“Mutti! Mutti! Bleib!”
I jolted awake in the gray light of a new day to the sound of someone shouting.
Not me this time, though. Yom…
”Mutti! Mutti! Bleib! Geh nicht. Bitte! Bitte!”
I lifted my head to find the most serious and confident guy I’d ever met writhing in bed. Obviously in the grips of some terrible nightmare.
Lydia
“Mutti! Mutti! Geh bitte nicht!”Yom shouted, his voice fractured with desperation, a raw plea in the dead of morning.
Was he speaking—shouting—in German? My chest lurched at the sound of his voice slicing through the early dawn quiet.
I didn’t understand his words, but I didn’t need to. His anguish was unmistakable. Heart pounding, I grabbed his shoulders, giving him a firm shake. “Yom, you’re having a bad dream. Come on, wake up.”
“Mutti! Mut—” His eyes snapped open, and he bolted upright, his breath ragged—the sound filling the small room, harsh and uneven, as though he’d just surfaced from drowning. His lean muscles tensed as though ready to fight, and the morning light spilling through the curtains highlighted the sheen of sweat across his chest.
“Was... Wo... ?” His gaze darted around, frantic, as if he still expected the nightmare to swallow him whole. Slowly, his eyes found me, and he exhaled, his body sagging slightly as he realized he was here, with me, in a Chicago hotel room.
“I am sorry for waking you.” His voice was rough as sandpaper, each word scraping out like it hurt to speak.
I shook my head. “I don’t care about that.” I moved closer, sitting up beside him. “Were you having some kind of nightmare?”
“It is nothing.” He rubbed a hand over his face. “Go back to sleep.”
“Are you serious?” Concern twisted into something sharper and way more frustrating. “I’m not just going to roll back over and go to sleep after that. You sounded terrified, Yom.”
A flicker of emotion crossed his eyes—embarrassment, maybe even shame. He turned his head, jaw clenched. “It is?—”
“Something,” I cut in, refusing to let him shut me out. “Not nothing.Something. Obviously.”
He didn’t answer, and for a second, I almost let it go. The morning light turned everything gray and muted, but there was no hiding the tension in his shoulders, the way his whole body seemed to fold in on itself. He was trying so hard to appear unfazed, but I could tell something—some memory—was crushing down on him.
I reached out, gently placing my hand on his shoulder, feeling the taut muscles beneath my palm.
“You said no more misunderstandings.” I leaned in closer, squeezing his shoulder lightly, trying to meet his averted gaze. “That means no more shutting me out.”
Yom drew in a deep, shaky breath, his chest expanding, then deflating as he exhaled, his eyes still averted.

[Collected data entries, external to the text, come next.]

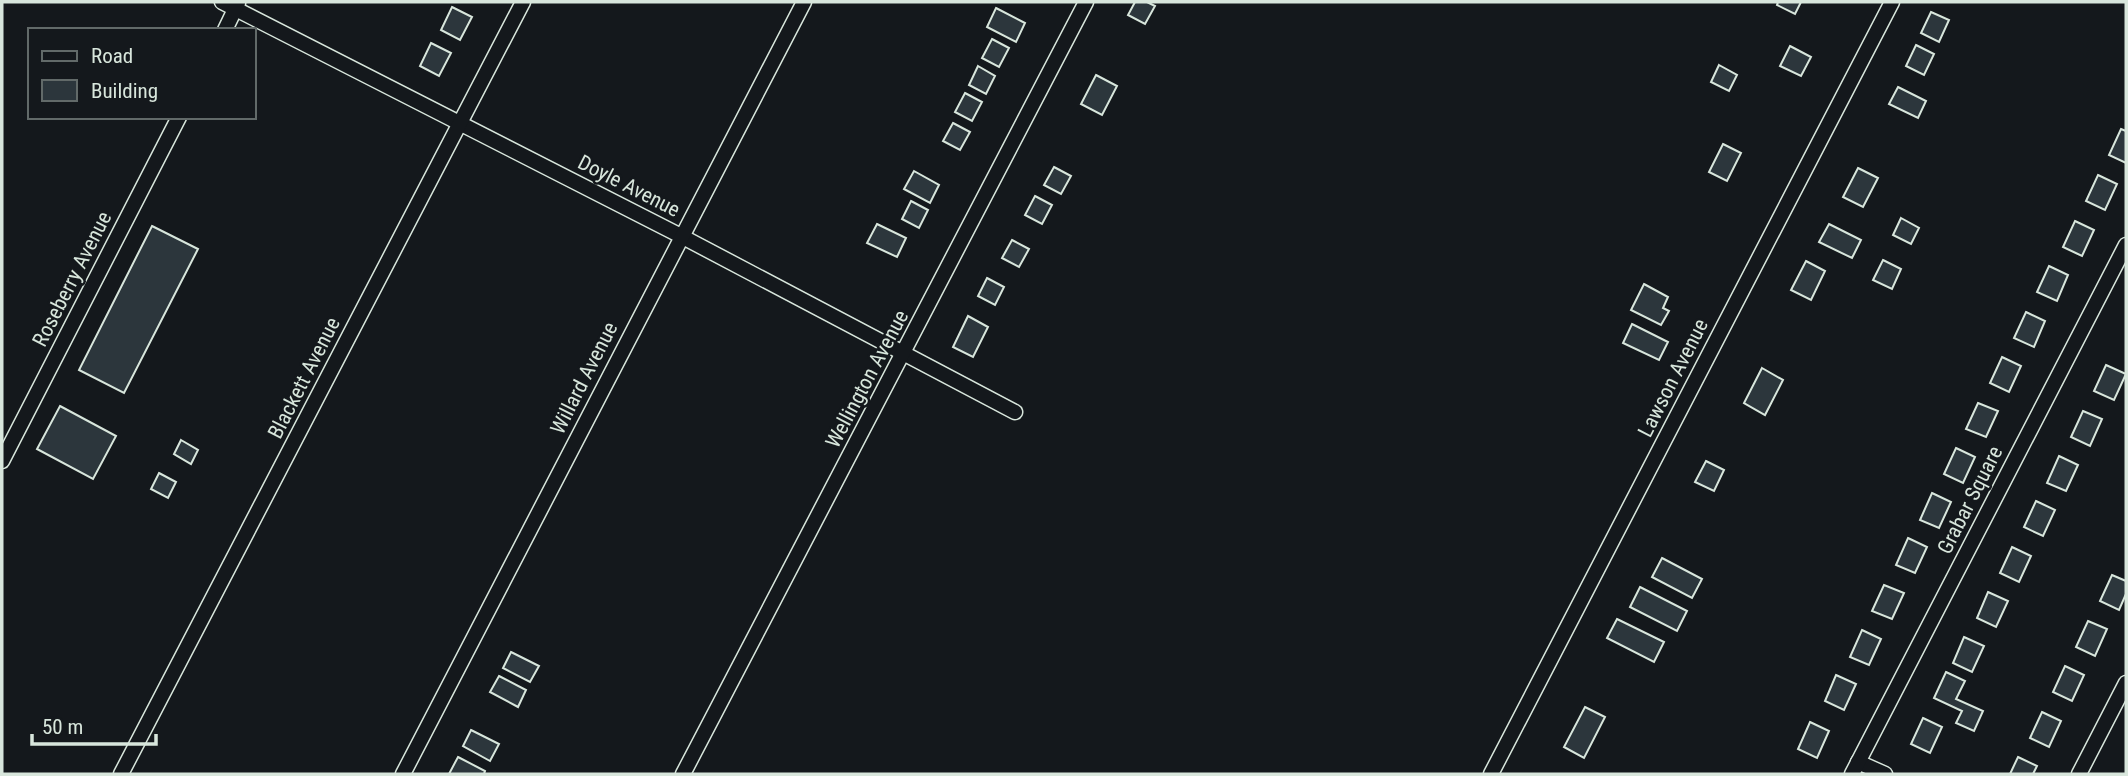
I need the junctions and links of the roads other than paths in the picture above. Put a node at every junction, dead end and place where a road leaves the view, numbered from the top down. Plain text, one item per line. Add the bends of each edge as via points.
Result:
1 (222, 2) edge
2 (523, 2) edge
3 (804, 2) edge
4 (1086, 2) edge
5 (1892, 2) edge
6 (237, 5) edge
7 (226, 28) edge
8 (178, 119) edge
9 (460, 124) junction
10 (681, 236) junction
11 (2126, 245) edge
12 (904, 354) junction
13 (1015, 412) dead end
14 (2, 461) edge
15 (2126, 683) edge
16 (1855, 768) edge
17 (121, 774) edge
18 (403, 774) edge
19 (683, 774) edge
20 (1491, 774) edge
21 (1885, 774) edge
22 (2080, 774) edge

1 - 6 street, Doyle Avenue
2 - 9 street, Blackett Avenue
3 - 10 street, Willard Avenue
4 - 12 street, Wellington Avenue
5 - 20 street, Lawson Avenue
6 - 7 street
6 - 9 street, Doyle Avenue
8 - 14 street, Roseberry Avenue
9 - 10 street, Doyle Avenue
9 - 17 street, Blackett Avenue
10 - 12 street, Doyle Avenue
10 - 18 street, Willard Avenue
11 - 16 street, Grabar Square
12 - 13 street, Doyle Avenue
12 - 19 street, Wellington Avenue
15 - 22 street
16 - 21 street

His silence stretched between us, the weight of it pressing down on our fragile, new relationship.
Yom’s eyes closed briefly, his brows knitting together as if he were trying to decide whether to say anything at all. Then, just as I started to fear he’d retreat entirely, he spoke, his voice low, almost defeated. “It is old dream. Nightmare, as you say.”
He shook his head. “Christmas morning. My mother’s Christmas—not Russian Orthodox one. She woke me up early because my father said he will be making up work trip excuse so he can spend her favorite holiday with us. She is dressing me in special pajamas with a silly white bear in a red scarf holding a Coca-Cola bottle. She was… very happy.”
A small smile tried and failed to appear on Yom’s lips. “She told me I couldn’t open my presents until he got there. So, we are waiting and waiting. Until the sun is starting to lower in the sky, and my mother is no longer smiling.”
A shadow passed over his face. “She is then grabbing keys to the Maybach he bought for her and taking me to my father’s house in Rublevka—this is very nice neighborhood maybe twenty kilometers from our apartment in Tverskoy District. She is leaving me there on the house’s doorstep….”
His throat bobbed, but when he spoke again, his voice was flat, empty. “Then she is getting back in car, saying I am my father’s problem now since he is refusing for so long to leave his wife—Cheslav’s mother.”
My breath caught, and my chest tightened painfully, disbelief mixing with a surge of protective anger. “Oh my God, tell me she didn’t…”
“I cannot tell you this because she did leave me there for my father and his wife to raise.” Yom’s voice was a dead thing in the room. “But, of course, this is too much to ask of Cheslav’smother. They are sending me to boarding school as soon as it can be arranged. I was eleven.”
“Lydia, baby, I wish more than anything I could stay with you.”The memory of my birth mom whispering that to me before they put her on a ventilator came flooding back. I was nine.
She would have done anything to keep living for me. It was hard to imagine another single mother abandoning her child, no matter the reason.